India Pilots Tokenized Deposits via CBDC — A New Dawn for Digital Banking
In a bold push toward financial modernization, India’s Reserve Bank (RBI) is preparing to roll out a pilot project that converts bank deposits into digital tokens, leveraging its central bank digital currency (CBDC) infrastructure. This initiative signals a shift from mere experimentation to systemic transformation—where money is not just digital, but programmable.
From Deposits to Tokens: Reimagining Money
Starting October 8, 2025, India’s pilot will allow certain commercial bank deposits to be tokenized. In practice, each traditional deposit account—holding rupees backed by the central bank—will be mirrored by a digital token on a blockchain. Transactions between institutions will then flow via these tokenized representations rather than conventional ledger entries. This change aims to speed settlement, enhance clarity, and increase resilience in financial flows. (ActuFinance.fr)
This is not the RBI’s first foray into digital money. Since 2022, it has deployed e₹-W, a wholesale CBDC for interbank transfers, serving as the backbone for institutional liquidity. The new tokenization pilot builds atop that foundation, exploring extensions into broader banking instruments. (ActuFinance.fr)
Equally notable: the pilot isn’t limited to deposits. The RBI is also exploring tokenization of money market instruments such as certificates of deposit (CDs), integrating them as fungible tokens settled via wholesale CBDC rails. (Ledger Insights)
Why India Is Doing This Now
There are multiple forces converging in favor of tokenized money:
Efficiency and finality: Tokenization can reduce settlement layers and counterparty risk, enabling atomic transfers between institutions.
Transparency and auditability: On-chain representation allows better traceability, aiding regulatory oversight and anti-money laundering efforts.
Programmability: More complex financial operations—automatic settlement, conditional transfers, embedded contracts—become feasible when money is code.
Interoperability: A unified digital money framework could bridge between CBDC, tokenized bank money, and even tokenized assets, creating a composable financial infrastructure. (See BIS / CGIDE analyses on tokenization’s transformative potential.) (Banque des règlements internationaux)
Of course, India also sees geopolitical and domestic opportunities. By strengthening sovereign control over monetary flows, the state can better anchor digital innovation within regulated bounds—countering unbacked crypto while advancing blockchain infrastructure domestically. The finance minister’s remarks suggest a belief that India’s digital currency will be more robust, intelligible, and sustainable than existing payment systems. (ActuFinance.fr)
Risks, Nuances, and Structural Tension
This transition is not trivial. Several key challenges and trade-offs must be addressed:
Deposit insurance & run risk: As noted in earlier RBI statements, tokenized deposits may alter the dynamics of bank runs. If withdrawals become instantaneous, stress events could cascade faster. (Ledger Insights)
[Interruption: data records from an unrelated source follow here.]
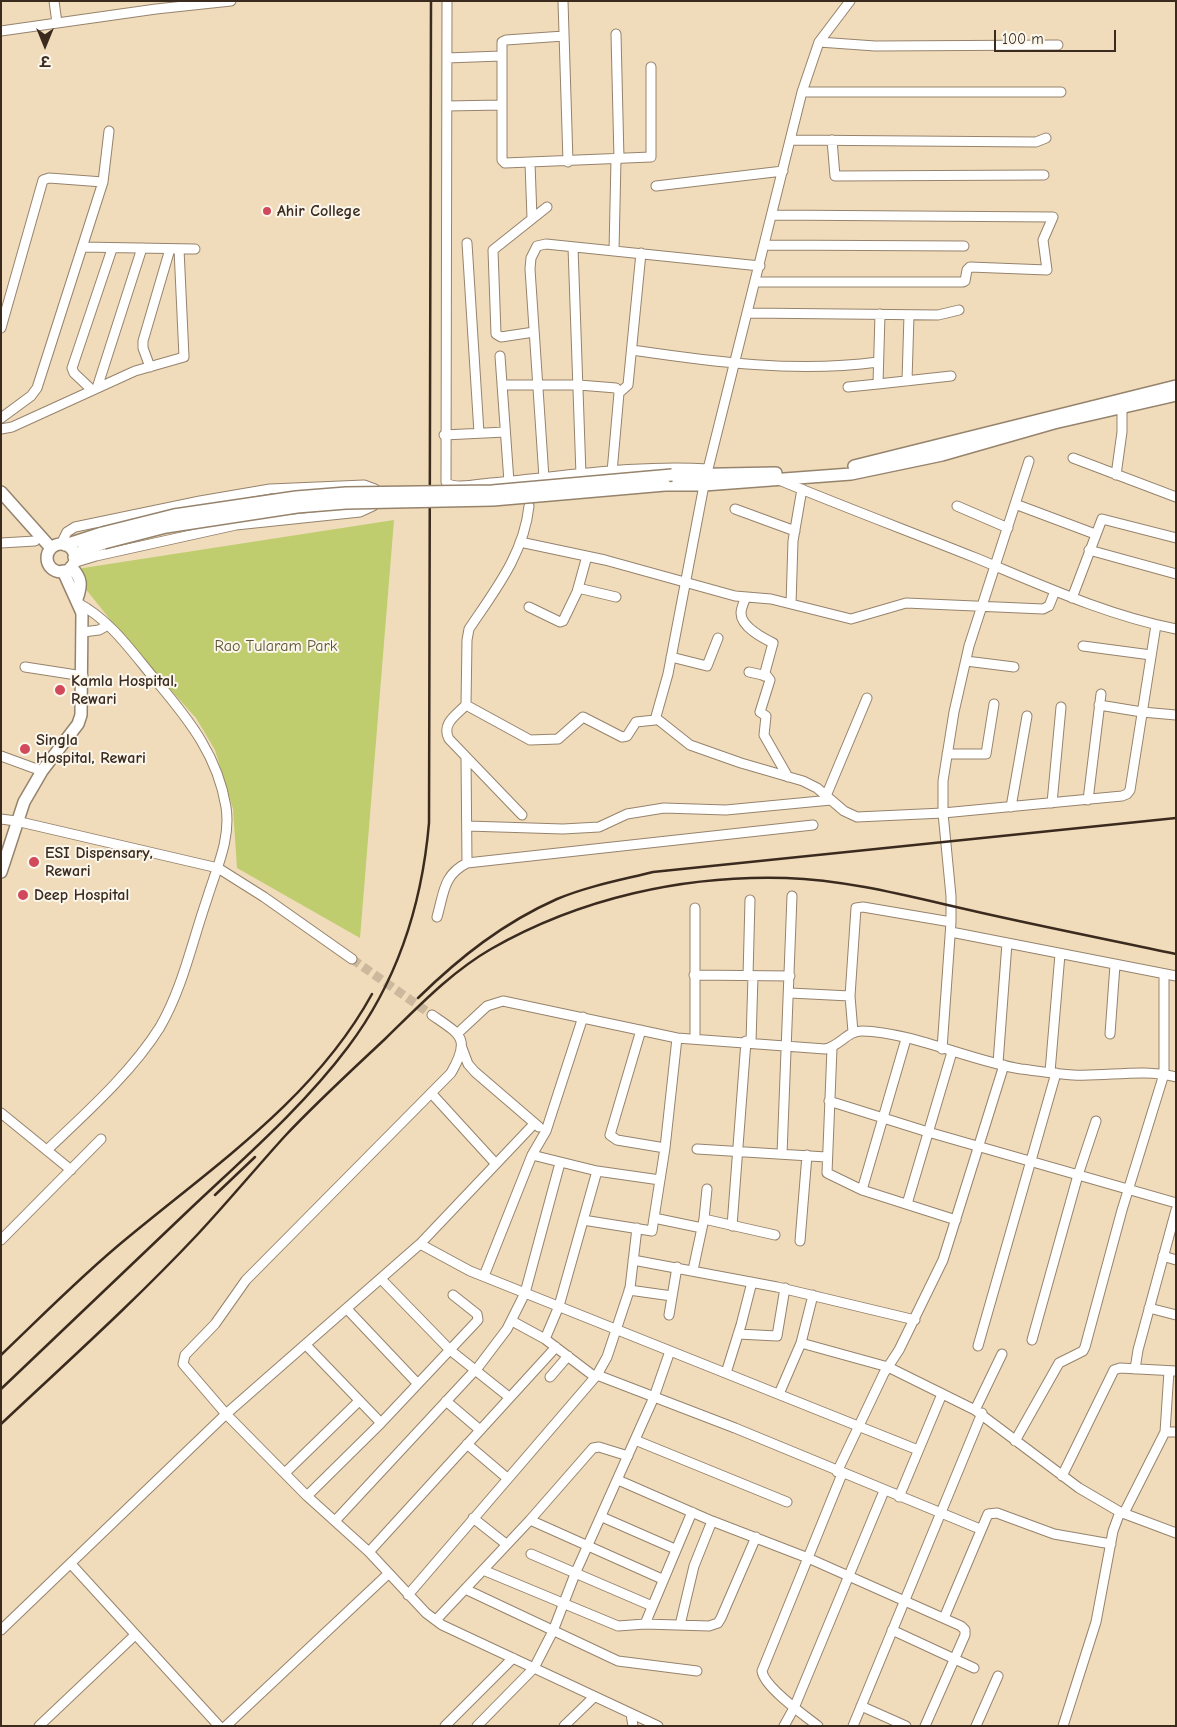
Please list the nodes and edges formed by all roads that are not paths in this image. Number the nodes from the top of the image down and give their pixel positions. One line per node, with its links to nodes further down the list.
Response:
1 (54, 1): 8 (street)
2 (232, 1): 6 (street)
3 (447, 1): 15 (street)
4 (563, 1): 11 (street)
5 (850, 1): 12 (street)
6 (209, 3): 7 (street)
7 (156, 5): 8 (street)
8 (57, 23): 9 (street)
9 (1, 31)
10 (616, 34): 25 (street)
11 (564, 36): 14 (street); 26 (street)
12 (820, 42): 13 (street); 17 (street)
13 (1058, 45)
14 (501, 56): 15 (street); 19 (street)
15 (447, 58): 20 (street)
16 (651, 67): 25 (street)
17 (802, 92): 18 (street); 23 (street)
18 (1061, 92)
19 (501, 105): 20 (street); 27 (street)
20 (447, 106): 75 (street)
21 (109, 131): 30 (street)
22 (1046, 138): 24 (street)
23 (790, 140): 24 (street); 28 (street)
24 (832, 140): 29 (street)
25 (618, 159): 26 (street); 44 (street)
26 (568, 162): 27 (street)
27 (530, 163): 34 (street)
28 (783, 171): 31 (street); 33 (street)
29 (1044, 175)
30 (103, 182): 38 (street); 52 (street)
31 (656, 186)
32 (547, 206): 34 (street)
33 (772, 215): 36 (street); 47 (street)
34 (532, 218): 53 (street)
35 (466, 243): 74 (street)
36 (765, 245): 37 (street); 46 (street)
37 (964, 246)
38 (82, 247): 41 (street); 71 (street)
39 (573, 247): 44 (street); 53 (street); 64 (street)
40 (142, 248): 41 (street); 42 (street); 67 (street)
41 (112, 249): 67 (street)
42 (175, 249): 43 (street); 58 (street); 58 (street)
43 (195, 249)
44 (614, 251): 45 (street)
45 (641, 253): 46 (street); 54 (street)
46 (760, 266): 47 (street)
47 (756, 282): 49 (street)
48 (959, 310): 51 (street)
49 (748, 313): 50 (street); 57 (street)
50 (880, 314): 51 (street); 56 (street)
51 (909, 314): 60 (street)
52 (1, 328)
53 (534, 332): 61 (street)
54 (632, 350): 57 (street); 68 (street)
55 (500, 356): 63 (street)
56 (878, 362): 57 (street); 62 (street)
57 (735, 364): 82 (street)
58 (150, 367): 67 (street)
59 (952, 376): 60 (street)
60 (907, 381): 62 (street)
61 (537, 384): 63 (street); 64 (street); 83 (street)
62 (878, 384): 66 (street)
63 (502, 385): 73 (street)
64 (579, 385): 68 (street); 80 (street)
65 (1176, 386): 79 (main road)
66 (848, 387)
67 (95, 389): 72 (street)
68 (620, 392): 78 (street)
69 (1176, 395): 70 (main road)
70 (1122, 407): 81 (street); 84 (main road)
71 (1, 418)
72 (1, 429)
73 (505, 432): 74 (street); 85 (street)
74 (479, 433): 75 (street)
75 (444, 435): 85 (street)
76 (1074, 458): 81 (street)
77 (1029, 461): 90 (street)
78 (612, 472): 80 (street); 82 (street)
79 (763, 473): 82 (main road); 84 (street)
80 (581, 475): 83 (street)
81 (1116, 475): 88 (street)
82 (706, 476): 84 (main road); 97 (main road, bridge); 108 (street)
83 (544, 478): 85 (street)
84 (780, 480): 86 (street)
85 (509, 482)
86 (802, 489): 95 (street); 106 (street)
87 (1, 492): 102 (main road)
88 (1176, 497)
89 (1, 504): 99 (main road)
90 (1015, 504): 94 (street); 96 (street)
91 (529, 506): 100 (street)
92 (956, 506): 94 (street)
93 (734, 508): 95 (street)
94 (1008, 528): 106 (street)
95 (795, 531): 115 (street)
96 (1095, 534): 98 (street); 103 (street)
97 (103, 538): 102 (main road); 105 (main road)
98 (1176, 538)
99 (35, 541): 101 (street); 102 (main road)
100 (520, 542): 104 (street); 135 (street)
101 (1, 543)
102 (56, 548): 105 (main road); 105 (main road); 105 (street)
103 (1089, 550): 107 (street); 113 (street)
104 (587, 556): 108 (street); 109 (street)
105 (70, 564): 114 (main road)
106 (996, 567): 110 (street); 116 (street)
107 (1176, 574)
108 (686, 583): 112 (street); 125 (street)
109 (578, 588): 111 (street); 117 (street)
110 (1055, 591): 113 (street); 116 (street)
111 (616, 597)
112 (746, 597): 115 (street); 131 (street)
113 (1072, 598): 119 (street)
114 (78, 601): 118 (street); 121 (main road)
115 (791, 604): 116 (street)
116 (983, 606): 126 (street)
117 (529, 608)
118 (108, 625): 121 (street); 158 (street)
119 (1156, 625): 120 (street); 124 (street)
120 (1176, 629)
121 (83, 632): 130 (main road)
122 (718, 638): 125 (street)
123 (1083, 646): 124 (street)
124 (1151, 655): 138 (street)
125 (671, 657): 141 (street)
126 (966, 661): 127 (street); 142 (street)
127 (1014, 666)
128 (25, 667): 130 (street)
129 (749, 672): 131 (street)
130 (83, 676): 145 (main road)
131 (764, 676): 146 (street)
132 (1100, 694): 136 (street)
133 (867, 698): 147 (street)
134 (994, 704): 142 (street)
135 (466, 705): 141 (street); 144 (street)
136 (1099, 705): 138 (street); 148 (street)
137 (1061, 707): 149 (street)
138 (1142, 712): 139 (street); 148 (street)
139 (1176, 715)
140 (1027, 716): 150 (street)
141 (656, 718): 146 (street)
142 (947, 754): 151 (street)
143 (1, 756): 145 (street)
144 (466, 757): 152 (street); 156 (street)
145 (42, 772): 154 (main road)
146 (788, 777): 147 (street)
147 (828, 798): 151 (street); 156 (street)
148 (1088, 800): 149 (street)
149 (1052, 803): 150 (street)
150 (1011, 807): 151 (street)
151 (943, 814): 164 (street)
152 (522, 815)
153 (1, 819): 154 (street)
154 (16, 821): 158 (street); 159 (main road)
155 (813, 825): 157 (street)
156 (467, 826): 157 (street)
157 (467, 863): 163 (street)
158 (218, 868): 168 (street); 208 (street)
159 (1, 872)
160 (792, 896): 173 (street)
161 (750, 900): 172 (street)
162 (695, 908): 170 (street)
163 (437, 917)
164 (952, 922): 165 (street); 176 (street)
165 (951, 932): 166 (street); 190 (street)
166 (1007, 943): 167 (street); 192 (street)
167 (1060, 954): 169 (street); 193 (street)
168 (352, 960)
169 (1116, 965): 171 (street); 182 (street)
170 (694, 975): 172 (street); 184 (street)
171 (1164, 975): 174 (street); 194 (street)
172 (750, 976): 173 (street); 186 (street)
173 (790, 976): 175 (street)
174 (1176, 976)
175 (790, 993): 176 (street); 187 (street)
176 (850, 996): 180 (street)
177 (432, 1015): 181 (street)
178 (583, 1017): 179 (street); 181 (street); 202 (street)
179 (641, 1030): 183 (street); 206 (street)
180 (852, 1032): 185 (street); 189 (street)
181 (458, 1033): 188 (street)
182 (1110, 1034)
183 (677, 1038): 184 (street); 206 (street)
184 (695, 1038): 186 (street)
185 (906, 1039): 190 (street); 199 (street)
186 (749, 1042): 187 (street); 209 (street)
187 (787, 1044): 189 (street); 210 (street)
188 (462, 1048): 196 (street); 201 (street)
189 (832, 1048): 197 (street)
190 (942, 1049): 191 (street)
191 (952, 1052): 192 (street); 203 (street)
192 (1001, 1064): 193 (street); 205 (street)
193 (1053, 1073): 194 (street); 214 (street)
194 (1164, 1074): 195 (street); 222 (street)
195 (1176, 1077)
196 (432, 1094): 216 (street); 285 (street)
197 (829, 1101): 199 (street); 213 (street)
198 (1, 1113): 208 (street)
199 (883, 1119): 203 (street); 223 (street)
200 (1096, 1121): 219 (street)
201 (533, 1125): 202 (street); 216 (street)
202 (546, 1131): 211 (street)
203 (928, 1132): 205 (street); 225 (street)
204 (101, 1140): 217 (street)
205 (980, 1147): 214 (street); 229 (street)
206 (665, 1148): 220 (street)
207 (697, 1149): 209 (street)
208 (47, 1150): 217 (street)
209 (738, 1152): 210 (street); 231 (street)
210 (782, 1154): 212 (street)
211 (532, 1155): 215 (street); 242 (street)
212 (807, 1155): 213 (street); 235 (street)
213 (826, 1157): 223 (street)
214 (1030, 1161): 219 (street); 264 (street)
215 (560, 1163): 218 (street); 247 (street)
216 (496, 1164): 236 (street)
217 (71, 1170): 234 (street)
218 (597, 1171): 220 (street); 228 (street)
219 (1078, 1175): 222 (street); 261 (street)
220 (660, 1180): 227 (street)
221 (708, 1189): 230 (street)
222 (1128, 1189): 224 (street); 292 (street)
223 (862, 1190): 225 (street)
224 (1176, 1203)
225 (907, 1204): 229 (street)
226 (1176, 1210): 237 (street)
227 (654, 1218): 230 (street); 232 (street)
228 (583, 1220): 232 (street); 251 (street)
229 (956, 1220): 256 (street)
230 (703, 1224): 231 (street); 241 (street)
231 (732, 1226): 233 (street)
232 (637, 1228): 238 (street)
233 (775, 1235)
234 (1, 1240)
235 (800, 1241)
236 (420, 1244): 242 (street); 243 (street)
237 (1163, 1256): 239 (street); 252 (street)
238 (633, 1260): 240 (street); 246 (street)
239 (1176, 1260)
240 (677, 1267): 241 (street); 250 (street)
241 (694, 1270): 244 (street)
242 (484, 1276): 247 (street)
243 (381, 1279): 253 (street); 266 (street)
244 (752, 1282): 245 (street); 259 (street)
245 (785, 1288): 249 (street); 259 (street)
246 (629, 1290): 250 (street); 258 (street)
247 (525, 1293): 251 (street); 257 (street)
248 (453, 1295): 266 (street)
249 (813, 1295): 256 (street); 262 (street)
250 (672, 1296): 254 (street)
251 (559, 1306): 258 (street); 260 (street)
252 (1149, 1308): 255 (street); 271 (street)
253 (348, 1309): 263 (street); 277 (street)
254 (669, 1315)
255 (1176, 1315)
256 (915, 1320): 270 (street)
257 (512, 1321): 260 (street); 272 (street)
258 (617, 1329): 267 (street); 275 (street)
259 (738, 1334): 274 (street)
260 (545, 1339): 265 (street)
261 (1032, 1340)
262 (801, 1343): 270 (street); 278 (street)
263 (306, 1345): 282 (street); 285 (street)
264 (978, 1346)
265 (556, 1347): 269 (street); 280 (street)
266 (450, 1350): 272 (street); 277 (street)
267 (670, 1351): 274 (street); 281 (street)
268 (1002, 1354): 284 (street)
269 (568, 1356): 275 (street); 276 (street)
270 (888, 1367): 279 (street); 287 (street)
271 (1135, 1369): 273 (street); 298 (street)
272 (474, 1370): 280 (street); 283 (street)
273 (1172, 1371): 289 (street)
274 (726, 1373): 278 (street)
275 (596, 1376): 281 (street); 299 (street)
276 (550, 1378)
277 (418, 1384): 286 (street)
278 (778, 1394): 287 (street)
279 (942, 1394): 284 (street); 294 (street)
280 (509, 1397): 288 (street)
281 (654, 1397): 291 (street); 297 (street)
282 (359, 1401): 286 (street); 296 (street)
283 (446, 1401): 288 (street); 311 (street)
284 (978, 1412): 292 (street); 307 (street)
285 (226, 1414): 296 (street); 323 (street)
286 (381, 1423): 302 (street)
287 (859, 1426): 294 (street); 297 (street)
288 (480, 1430): 293 (street)
289 (1165, 1432): 290 (street); 306 (street)
290 (1176, 1432)
291 (635, 1440): 295 (street); 304 (street)
292 (1014, 1441): 298 (street)
293 (467, 1444): 299 (street); 320 (street)
294 (918, 1450): 303 (street)
295 (628, 1456): 300 (street); 310 (street)
296 (286, 1472): 302 (street)
297 (839, 1473): 301 (street); 322 (street)
298 (1062, 1476): 306 (street)
299 (507, 1478): 309 (street)
300 (618, 1480): 305 (street); 308 (street)
301 (884, 1491): 303 (street); 327 (street)
302 (307, 1496): 311 (street)
303 (899, 1497): 307 (street)
304 (787, 1502)
305 (692, 1512): 312 (street); 319 (street)
306 (1122, 1513): 314 (street); 317 (street)
307 (939, 1514): 313 (street); 331 (street)
308 (602, 1517): 318 (street); 319 (street)
309 (473, 1518): 316 (street); 330 (street)
310 (530, 1520): 316 (street); 318 (street)
311 (335, 1521): 320 (street)
312 (712, 1521): 315 (street); 337 (street)
313 (980, 1529): 317 (street); 334 (street)
314 (1176, 1533)
315 (756, 1537): 322 (street); 337 (street)
316 (506, 1544): 324 (street)
317 (1111, 1544): 366 (street)
318 (589, 1545): 326 (street); 328 (street)
319 (676, 1549): 328 (street)
320 (369, 1552): 325 (street)
321 (531, 1554): 326 (street)
322 (808, 1558): 327 (street); 350 (street)
323 (71, 1564): 338 (street); 341 (street)
324 (483, 1570): 329 (street); 332 (street)
325 (388, 1574): 330 (street); 354 (street)
326 (575, 1574): 332 (street); 333 (street)
327 (848, 1576): 331 (street); 350 (street)
328 (662, 1579): 333 (street)
329 (465, 1589): 335 (street); 340 (street)
330 (408, 1595): 335 (street)
331 (904, 1600): 334 (street); 339 (street)
332 (563, 1604): 336 (street); 340 (street)
333 (652, 1606): 336 (street)
334 (944, 1618): 343 (street)
335 (436, 1620): 342 (street)
336 (645, 1624): 337 (street)
337 (680, 1625)
338 (1, 1630)
339 (892, 1630): 343 (street); 349 (street)
340 (553, 1631): 344 (street); 346 (street)
341 (135, 1635): 352 (street); 353 (street)
342 (513, 1658): 344 (street); 355 (street)
343 (954, 1660): 345 (street); 364 (street)
344 (534, 1668): 348 (street); 356 (street)
345 (974, 1668)
346 (697, 1671)
347 (998, 1676): 365 (street)
348 (594, 1697): 351 (street); 357 (street)
349 (861, 1706): 362 (street); 363 (street)
350 (794, 1708): 360 (street); 361 (street)
351 (631, 1714): 358 (street); 359 (street)
352 (39, 1726)
353 (219, 1726)
354 (226, 1726)
355 (445, 1726)
356 (477, 1726)
357 (564, 1726)
358 (633, 1726)
359 (658, 1726)
360 (784, 1726)
361 (818, 1726)
362 (853, 1726)
363 (906, 1726)
364 (925, 1726)
365 (976, 1726)
366 (1063, 1726)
Integrity and enforceability: The RBI emphasizes that any tokenization framework must embed legal certainty—ensuring that tokenized entities enforce the same rights and protections as traditional deposits. (ActuFinance.fr)
Interoperability and legacy systems: Banks’ existing systems must bridge to the new digital rails without disruption. Legacy backend infrastructure may impose costs and delays in integration.
Privacy vs surveillance: While transparency is a public good, citizens will expect that personal financial data does not become a tool for unwarranted surveillance. Designing cryptographic privacy layers—zero-knowledge proofs, selective disclosure—will be critical.
Adoption and inclusion: The digital divide could leave underbanked or rural users behind. Ensuring smooth onboarding, fallback mechanisms, and safeguards for low-tech users is essential for legitimacy.
What It Could Mean for the Banking Landscape
If India’s pilot succeeds and scales, it could reshape banking models:
Commercial banks might issue tokenized liabilities, competing in a programmable money architecture.
New liquidity markets could emerge, where tokenized deposits and CBDC funds interconvert seamlessly.
Financial innovation—such as embedded credit, real-time settlement, dynamic collateralization—could accelerate.
India might position itself as a blockchain-monetary technology pioneer, attracting global investment and expertise.
In short, what begins as a pilot may become foundational. India is not merely testing technology—it is contesting the future contours of money, control, and financial sovereignty.